On the other hand, traders expect market volatility to pick up in the coming weeks. BTC has largely traded sideways in the past week despite favorable rate cut signals and endorsements from Republican candidate Donald Trump – which have impacted sentiment for the broader crypto market.
“Crypto had an uneventful week as BTC and ETH hovered around +/- 1.5% compared to last week's levels. ETF inflows remain subdued,” Augustine Fan, head of insights at SOFA, said in a weekly note to clients.
“We expect market action to pick up after US Labour Day and into next week's NFP to kickstart a busy Fall season, and political headlines to start gaining importance, particularly with the latest Harris/Walz announced plans to raise taxes aggressively.”
It’s a view shared by traders at Singapore-based QCP Capital, who said in a Telegram broadcast that they expect price action to remain choppy even as market volatility may continue.
“Risk reversals until Oct are still skewed towards puts in both BTC and ETH, indicating that the market remains cautious about the downside,” QCP stated. “In the lead-up to next week’s non-farm payroll report, we expect market volatility to continue its downtrend as the market positions itself for potential rate cuts by the Fed.”

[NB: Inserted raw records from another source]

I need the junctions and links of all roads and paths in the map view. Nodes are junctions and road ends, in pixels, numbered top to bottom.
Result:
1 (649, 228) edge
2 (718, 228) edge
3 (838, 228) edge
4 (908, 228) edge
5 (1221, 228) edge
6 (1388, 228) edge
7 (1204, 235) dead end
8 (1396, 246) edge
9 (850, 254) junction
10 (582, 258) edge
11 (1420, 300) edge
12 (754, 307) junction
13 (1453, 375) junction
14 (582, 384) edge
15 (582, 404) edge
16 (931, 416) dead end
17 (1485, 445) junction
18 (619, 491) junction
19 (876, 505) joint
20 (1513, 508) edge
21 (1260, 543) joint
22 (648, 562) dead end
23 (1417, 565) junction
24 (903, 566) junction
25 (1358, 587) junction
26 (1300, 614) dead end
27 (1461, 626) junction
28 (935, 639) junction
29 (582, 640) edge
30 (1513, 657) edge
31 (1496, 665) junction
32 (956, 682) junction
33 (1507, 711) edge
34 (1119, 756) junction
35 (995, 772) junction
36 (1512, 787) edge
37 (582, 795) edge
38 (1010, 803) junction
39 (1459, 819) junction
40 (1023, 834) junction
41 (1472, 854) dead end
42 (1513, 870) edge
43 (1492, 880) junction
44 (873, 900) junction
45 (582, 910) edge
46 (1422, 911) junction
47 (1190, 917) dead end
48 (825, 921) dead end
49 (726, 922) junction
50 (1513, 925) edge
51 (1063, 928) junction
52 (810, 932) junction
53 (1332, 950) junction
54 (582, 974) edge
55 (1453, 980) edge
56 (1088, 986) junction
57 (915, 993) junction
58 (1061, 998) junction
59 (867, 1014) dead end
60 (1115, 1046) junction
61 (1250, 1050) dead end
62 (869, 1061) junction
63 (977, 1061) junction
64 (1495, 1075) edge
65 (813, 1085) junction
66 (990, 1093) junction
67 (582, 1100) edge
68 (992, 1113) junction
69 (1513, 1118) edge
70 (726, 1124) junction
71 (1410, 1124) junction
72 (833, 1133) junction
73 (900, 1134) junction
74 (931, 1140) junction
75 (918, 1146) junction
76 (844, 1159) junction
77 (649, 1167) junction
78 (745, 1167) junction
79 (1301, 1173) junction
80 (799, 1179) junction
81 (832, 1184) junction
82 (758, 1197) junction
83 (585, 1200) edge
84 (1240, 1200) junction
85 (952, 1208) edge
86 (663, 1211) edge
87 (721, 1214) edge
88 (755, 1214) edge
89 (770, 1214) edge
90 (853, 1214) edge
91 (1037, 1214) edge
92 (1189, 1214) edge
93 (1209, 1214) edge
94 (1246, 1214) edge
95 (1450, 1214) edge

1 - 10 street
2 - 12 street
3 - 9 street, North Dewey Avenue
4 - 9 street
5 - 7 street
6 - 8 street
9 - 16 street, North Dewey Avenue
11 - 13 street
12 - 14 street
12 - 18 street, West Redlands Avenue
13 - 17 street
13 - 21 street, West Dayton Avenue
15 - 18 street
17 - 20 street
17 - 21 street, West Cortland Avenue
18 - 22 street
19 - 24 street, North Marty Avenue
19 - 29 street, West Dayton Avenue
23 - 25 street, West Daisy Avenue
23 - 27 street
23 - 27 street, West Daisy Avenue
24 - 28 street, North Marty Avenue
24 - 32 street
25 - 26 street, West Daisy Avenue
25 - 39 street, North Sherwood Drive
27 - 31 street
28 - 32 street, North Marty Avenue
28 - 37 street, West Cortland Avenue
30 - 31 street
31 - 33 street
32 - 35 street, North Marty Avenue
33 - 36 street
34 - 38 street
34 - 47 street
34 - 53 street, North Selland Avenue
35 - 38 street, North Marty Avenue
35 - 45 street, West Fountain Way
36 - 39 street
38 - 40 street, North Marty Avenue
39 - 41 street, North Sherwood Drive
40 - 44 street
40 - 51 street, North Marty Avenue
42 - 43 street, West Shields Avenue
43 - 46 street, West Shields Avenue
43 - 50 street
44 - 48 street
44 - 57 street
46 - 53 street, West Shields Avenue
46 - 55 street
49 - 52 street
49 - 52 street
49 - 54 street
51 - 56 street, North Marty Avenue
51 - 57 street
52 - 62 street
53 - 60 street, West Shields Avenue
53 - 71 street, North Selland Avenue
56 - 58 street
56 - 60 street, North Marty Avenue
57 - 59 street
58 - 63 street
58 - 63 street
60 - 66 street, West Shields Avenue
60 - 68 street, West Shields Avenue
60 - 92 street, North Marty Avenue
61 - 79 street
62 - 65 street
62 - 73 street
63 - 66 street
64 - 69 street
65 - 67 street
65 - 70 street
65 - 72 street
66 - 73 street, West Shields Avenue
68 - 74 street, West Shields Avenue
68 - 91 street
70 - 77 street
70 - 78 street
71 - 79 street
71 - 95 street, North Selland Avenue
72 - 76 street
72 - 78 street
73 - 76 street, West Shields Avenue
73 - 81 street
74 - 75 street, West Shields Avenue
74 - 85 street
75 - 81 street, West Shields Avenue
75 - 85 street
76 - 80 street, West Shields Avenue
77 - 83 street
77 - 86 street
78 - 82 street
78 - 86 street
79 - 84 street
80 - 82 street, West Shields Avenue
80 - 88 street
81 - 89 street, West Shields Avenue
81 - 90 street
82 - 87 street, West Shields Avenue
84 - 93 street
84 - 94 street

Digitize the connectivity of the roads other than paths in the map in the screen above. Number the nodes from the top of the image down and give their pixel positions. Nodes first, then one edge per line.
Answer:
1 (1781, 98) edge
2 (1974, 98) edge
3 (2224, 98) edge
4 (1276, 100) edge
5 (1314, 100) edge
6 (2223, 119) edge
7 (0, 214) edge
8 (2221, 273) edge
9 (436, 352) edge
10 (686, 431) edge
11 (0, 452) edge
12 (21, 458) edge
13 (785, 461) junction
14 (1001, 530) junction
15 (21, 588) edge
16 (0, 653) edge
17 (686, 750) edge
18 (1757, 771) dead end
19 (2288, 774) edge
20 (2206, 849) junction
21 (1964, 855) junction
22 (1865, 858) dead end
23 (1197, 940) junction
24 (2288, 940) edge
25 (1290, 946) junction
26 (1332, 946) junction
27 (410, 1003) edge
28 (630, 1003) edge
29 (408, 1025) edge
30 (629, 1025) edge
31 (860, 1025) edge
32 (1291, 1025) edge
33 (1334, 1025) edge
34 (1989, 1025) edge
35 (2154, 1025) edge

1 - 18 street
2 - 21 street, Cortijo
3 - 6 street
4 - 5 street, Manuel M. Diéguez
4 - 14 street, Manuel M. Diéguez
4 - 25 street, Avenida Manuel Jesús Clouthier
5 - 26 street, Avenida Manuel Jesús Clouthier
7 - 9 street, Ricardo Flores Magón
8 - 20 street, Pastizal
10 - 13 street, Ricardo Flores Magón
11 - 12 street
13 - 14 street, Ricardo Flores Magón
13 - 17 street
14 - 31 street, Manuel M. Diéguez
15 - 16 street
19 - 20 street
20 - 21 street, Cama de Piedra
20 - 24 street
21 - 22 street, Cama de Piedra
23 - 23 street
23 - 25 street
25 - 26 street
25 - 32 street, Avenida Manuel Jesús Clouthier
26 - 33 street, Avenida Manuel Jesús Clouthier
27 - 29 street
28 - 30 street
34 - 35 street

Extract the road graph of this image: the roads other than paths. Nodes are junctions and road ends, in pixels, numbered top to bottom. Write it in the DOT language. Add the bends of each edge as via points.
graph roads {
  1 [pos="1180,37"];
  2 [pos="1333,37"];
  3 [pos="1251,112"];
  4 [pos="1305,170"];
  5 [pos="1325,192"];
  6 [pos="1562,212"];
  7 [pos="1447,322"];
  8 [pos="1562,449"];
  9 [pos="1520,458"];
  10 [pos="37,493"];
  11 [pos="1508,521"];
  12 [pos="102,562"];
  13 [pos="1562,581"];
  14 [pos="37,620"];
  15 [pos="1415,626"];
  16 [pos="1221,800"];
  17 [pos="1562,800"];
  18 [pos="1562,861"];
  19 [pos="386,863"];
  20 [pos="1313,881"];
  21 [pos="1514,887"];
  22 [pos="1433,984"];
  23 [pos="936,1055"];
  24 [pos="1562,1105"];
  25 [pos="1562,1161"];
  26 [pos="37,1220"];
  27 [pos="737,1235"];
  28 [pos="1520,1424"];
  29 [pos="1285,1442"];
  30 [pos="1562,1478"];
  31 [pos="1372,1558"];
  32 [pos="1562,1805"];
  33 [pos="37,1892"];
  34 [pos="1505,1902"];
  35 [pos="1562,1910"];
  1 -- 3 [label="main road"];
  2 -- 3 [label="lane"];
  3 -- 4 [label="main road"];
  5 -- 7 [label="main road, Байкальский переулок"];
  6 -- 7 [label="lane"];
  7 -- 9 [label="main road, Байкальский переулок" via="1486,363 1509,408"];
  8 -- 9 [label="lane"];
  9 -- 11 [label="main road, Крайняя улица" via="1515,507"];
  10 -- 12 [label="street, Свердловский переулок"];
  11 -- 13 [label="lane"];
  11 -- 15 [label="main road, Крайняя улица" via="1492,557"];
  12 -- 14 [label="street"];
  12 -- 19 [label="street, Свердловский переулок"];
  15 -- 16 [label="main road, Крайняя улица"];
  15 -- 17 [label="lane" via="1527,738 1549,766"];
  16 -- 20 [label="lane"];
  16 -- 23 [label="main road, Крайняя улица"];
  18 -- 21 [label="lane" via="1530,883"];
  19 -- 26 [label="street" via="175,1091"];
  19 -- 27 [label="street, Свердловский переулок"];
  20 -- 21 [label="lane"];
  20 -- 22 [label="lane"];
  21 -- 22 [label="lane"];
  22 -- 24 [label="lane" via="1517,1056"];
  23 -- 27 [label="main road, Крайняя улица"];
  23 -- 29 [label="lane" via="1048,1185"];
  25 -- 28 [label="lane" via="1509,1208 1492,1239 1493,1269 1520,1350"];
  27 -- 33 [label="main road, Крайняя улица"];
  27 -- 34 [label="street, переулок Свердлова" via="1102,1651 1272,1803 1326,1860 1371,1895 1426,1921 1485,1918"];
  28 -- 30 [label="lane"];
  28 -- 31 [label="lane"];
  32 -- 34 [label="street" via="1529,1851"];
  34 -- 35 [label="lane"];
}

Federal Reserve chair Jerome Powell has confirmed a pivot to lower borrowing costs next month, as previously reported. Such steps have historically buoyed bullish sentiment among traders as cheap access to money spurts growth in riskier sectors.
“With the absence of any catalysts in the near term, we anticipate prices to continue chopping within the range as we move into September,” QCP added.